We can apply Bernoulli's (which is Conservation of Energy) and arrive at:
$$ P_{1_{B}} = \frac{1}{2} \rho \left( v_2^2 - v_1^2 \right) = \frac{1}{2} \rho ( v_2 - v_1 ) ( v_2+ v_1) $$
It would seem you could also use the Momentum Equation:
$$ \sum \boldsymbol F = \frac{d}{dt} \int_{cv} \boldsymbol v \rho~dV\llap{-}+ \int_{cs} \boldsymbol v \rho \boldsymbol V \cdot d\boldsymbol A $$
Which says in words:
$$ \left[ \begin{array} ~sum~ of~ forces \\ ~acting ~on ~matter \\ ~in~ control ~volume \end{array} \right] = \left[ \begin{array}~time ~rate~ of \\ ~change ~of~ momentum \\ ~in ~control ~volume \end{array} \right] + \left[ \begin{array} ~ net ~outflow~ rate \\ ~of ~momentum \\ ~through~ control ~surface \end{array} \right]$$
Assuming constant properties across the control surface and steady flow (changing only in position, not time) for that nozzle its reduced to:
$$ P_{1_{M}} = \rho v_1 ( v_2 - v_1) $$
Comparing the two taken independently you get differing results for ##P_1##
$$ \frac{P_{1_{M}} }{P_{1_{B}}} = \frac{\rho v_1 ( v_2 - v_1)}{\frac{1}{2} \rho ( v_2 - v_1 ) ( v_2+ v_1)} = \frac{v_1}{\frac{1}{2} ( v_2 + v_1 )}$$
This implies that:
$$ P_{1_{M}} < P_{1_{B}}$$
I guess the difference comes from the fact that I've subtlety left out something in the momentum analysis.
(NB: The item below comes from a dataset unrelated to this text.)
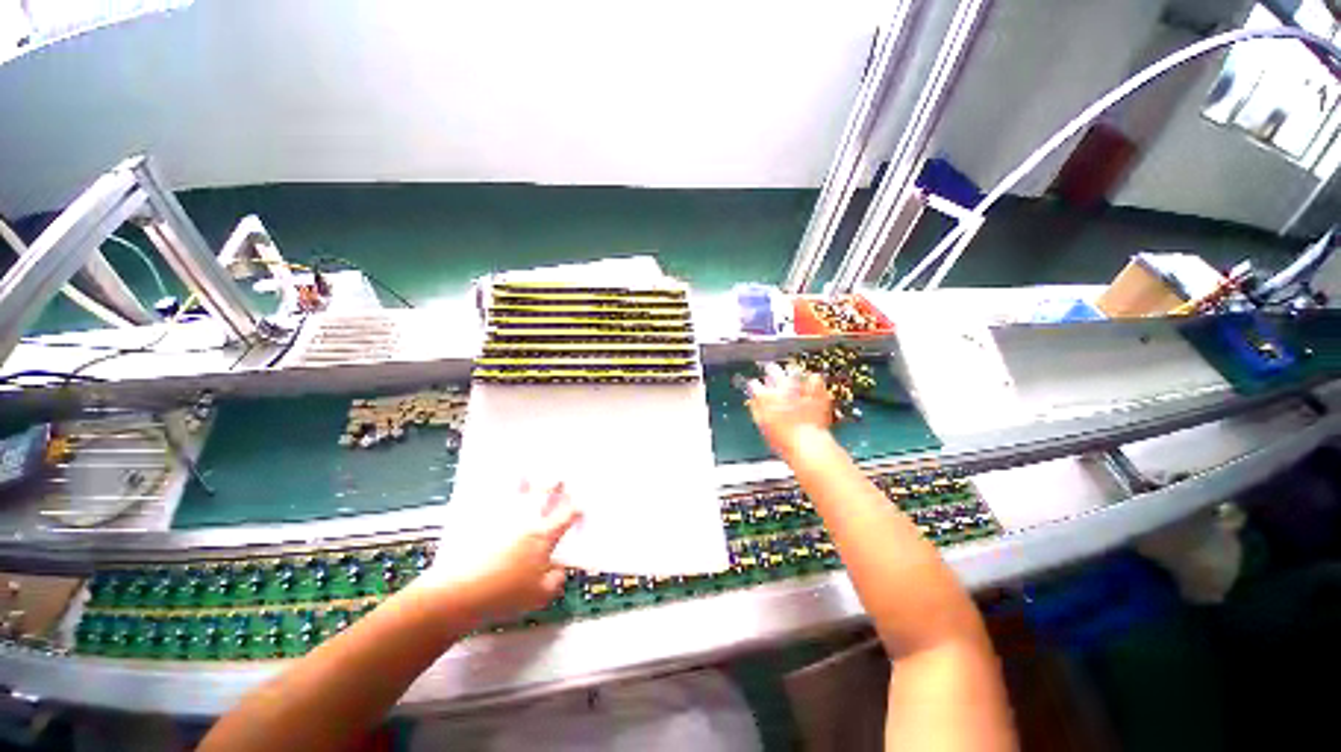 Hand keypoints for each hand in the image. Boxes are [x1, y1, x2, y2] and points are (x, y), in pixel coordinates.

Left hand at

In order for the control volume to not be accelerating there must be a force acting on the nozzle in the momentum analysis that was not taken into account, perhaps this is where the discrepancy lies? I notice that in my fluids text they use momentum to solve for the force acting on the nozzle to keep it in place, by first invoking Bernoulli's to solve for the velocities ##v_1,v_2## given pressure ##P_1##.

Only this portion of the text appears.